ステップ503で、LOCKキー入力があれば、WAKE UP(ステップ504)して遠隔操作信号であるLOCK信号を送信する(ステップ505)。送信終了後、ステップ502に戻る。ステップ503で、LOCKキー入力がなければ、ステップ506に行く。
ステップ506で、UNLOCKキー入力があれば、WAKE UP(ステップ507)して、遠隔操作信号であるUNLOCK信号を送信する(ステップ508)。送信終了後、ステップ502に戻る。ステップ506でUNLOCKキー入力がなければステップ509に行く。
ステップ509で、車載機からの受信(LF受信)があれば、WAKE UP(ステップ510)して応答信号を送信する(ステップ511)。送信終了後、ステップ502に戻る。ステップ509で質問信号の受信がなければステップ502に行く。
【0024】
このように、起動スイッチ動作またはドアの開→閉のときのみ、それぞれの信号の先頭に固定のIDコードを配置し、車載機が質問コードを含む質問信号の変調信号を送信し、携帯機がこの質問信号が受信されたとき、この応答信号に対応した応答コードを含む応答信号の変調信号を送信し、携帯機が、この応答信号を受信し、そのなかの応答コードと、自身が発信した質問コードとそれに対応する暗号キーから作成した暗号コードとを照合し、正規の携帯機であることを確認する構成としたので、セキュリティ性を保つと共に車載機および携帯機の両方の省電力化を図ることができる。質問、応答の各信号の先頭にある固定IDが自身のIDと一致しないときは、携帯機および車載機とも、低電力消費モードから通常電力消費モードに移行しないようにすれば、より好適なシステムとなる。
上記が、実施の形態1による車載機器遠隔制御装置の基本動作である。
【0025】
ところで、車両駐車場所と携帯機の置かれた場所が比較的近い場合、携帯機を所持してない他人が起動スイッチを操作することで、ドア・アンロックが作動するという問題がある。これを解決しようとするのが、以下に説明する試験信号(確認信号)によるスマートエントリ機能禁止処理である。
図7は、この発明の実施の形態1による車載機器遠隔制御装置の車載機のECUが行う制御を示す状態遷図であり、スマートエントリ機能禁止処理についてのものである。
図8は、この発明の実施の形態1による車載機器遠隔制御装置の携帯機のECUが行う制御を示すフローチャートであり、スマートエントリ機能禁止処理についてのものである。
【0026】
図7において、車載機の状態は降車してドアロック操作を終了して状態100にある。携帯機所持者が、携帯機50が車載機10とLF通信可能な領域にいるかどうかを確かめたい場合、携帯機50の操作手段例えばドアロックの遠隔制御を指示するための押しボタンスイッチ(操作スイッチ)を操作することで、送信アンテナ54より試験要求信号が送信される。その他は、前述した図5の説明と同じのため省略する。

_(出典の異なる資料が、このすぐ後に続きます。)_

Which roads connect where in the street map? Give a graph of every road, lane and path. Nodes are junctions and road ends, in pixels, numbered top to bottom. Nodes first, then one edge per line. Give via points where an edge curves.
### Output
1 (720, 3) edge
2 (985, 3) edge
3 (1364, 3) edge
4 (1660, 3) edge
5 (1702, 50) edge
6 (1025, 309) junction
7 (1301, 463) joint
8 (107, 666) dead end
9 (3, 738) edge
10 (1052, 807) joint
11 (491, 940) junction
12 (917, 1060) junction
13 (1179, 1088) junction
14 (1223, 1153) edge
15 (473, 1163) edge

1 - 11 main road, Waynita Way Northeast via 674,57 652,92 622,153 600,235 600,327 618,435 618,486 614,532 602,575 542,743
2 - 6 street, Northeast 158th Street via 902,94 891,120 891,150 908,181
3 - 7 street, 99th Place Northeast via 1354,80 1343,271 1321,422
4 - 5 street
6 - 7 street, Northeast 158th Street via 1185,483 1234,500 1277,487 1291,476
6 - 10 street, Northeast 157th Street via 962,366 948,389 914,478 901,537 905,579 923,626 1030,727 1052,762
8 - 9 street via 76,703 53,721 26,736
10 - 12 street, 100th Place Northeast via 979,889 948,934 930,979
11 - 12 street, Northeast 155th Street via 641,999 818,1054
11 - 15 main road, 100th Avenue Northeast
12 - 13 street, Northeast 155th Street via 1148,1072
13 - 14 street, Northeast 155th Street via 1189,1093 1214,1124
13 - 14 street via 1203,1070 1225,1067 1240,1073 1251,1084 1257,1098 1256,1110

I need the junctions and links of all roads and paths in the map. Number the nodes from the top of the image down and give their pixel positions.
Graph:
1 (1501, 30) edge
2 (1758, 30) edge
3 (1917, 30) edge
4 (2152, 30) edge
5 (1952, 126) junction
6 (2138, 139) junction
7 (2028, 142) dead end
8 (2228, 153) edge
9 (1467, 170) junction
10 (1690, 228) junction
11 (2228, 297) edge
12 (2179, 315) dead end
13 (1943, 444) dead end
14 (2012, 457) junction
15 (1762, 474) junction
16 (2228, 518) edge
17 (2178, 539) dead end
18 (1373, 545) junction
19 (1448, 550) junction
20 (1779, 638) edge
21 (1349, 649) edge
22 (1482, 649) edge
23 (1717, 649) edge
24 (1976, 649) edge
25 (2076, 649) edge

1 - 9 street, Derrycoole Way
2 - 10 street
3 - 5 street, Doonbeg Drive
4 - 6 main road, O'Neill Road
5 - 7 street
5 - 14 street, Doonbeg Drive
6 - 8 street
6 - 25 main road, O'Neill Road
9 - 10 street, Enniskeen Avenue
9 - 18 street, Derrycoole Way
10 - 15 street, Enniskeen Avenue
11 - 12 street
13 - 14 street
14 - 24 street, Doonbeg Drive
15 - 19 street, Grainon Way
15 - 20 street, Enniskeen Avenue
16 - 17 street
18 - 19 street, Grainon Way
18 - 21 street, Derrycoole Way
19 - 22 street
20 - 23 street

前記試験要求信号の構成は、例えば図4(c)のような通常の遠隔制御信号であるLOCK信号である。車載機がこの試験要求信号(LOCK信号)を受信すると、経路103が実行され、携帯機の受信状態を確認するための試験信号(確認信号)を車外アンテナ12a〜12dより順次発信する。この試験信号の構成は、例えば図4(a)に示される構成で、付加コードに試験信号であること識別する情報が含まれている構成である。
【0027】
図8において、携帯機のECU52は、ステップ509で、LF受信しWAKE UP(ステップ510)して、ステップ601で禁止フラグがクリアなら、ステップ602で受信信号が質問信号か試験信号かを判断して、試験信号ならステップ603に移行して受信できる状態であることを報知部58で報知する。ステップ601で禁止フラグがセットされている場合は、スマートエントリ機能停止状態ということで、待機モード(ステップ502)に戻る。ステップ603で受信状態を確認した携帯機所持者は、スマートエントリ機能を一時停止させるために、LOCKキーとUNLOCKキーを同時に所定時間以上(この例では5秒以上)オンする。この場合、図8のフローチャートでは、ステップ605でLOCKキーとUNLOCKキーを同時オンを確認しステップ606に移行する。ステップ606で、この両キーが連続して5秒以上押された場合は、ステップ607で禁止フラグをセットする。禁止フラグのクリアは、この例ではUNLOCKキーのみを押した場合実現される、これがステップ604の処理である。図8のその他のステップ(500番代のステップ)は図6と同じであるので省略する。
【0028】
図9は、この発明の実施の形態1による車載機器遠隔制御装置の携帯機のECUが行う別の制御を示すフローチャートであり、スマートエントリ機能禁止処理についてのものである。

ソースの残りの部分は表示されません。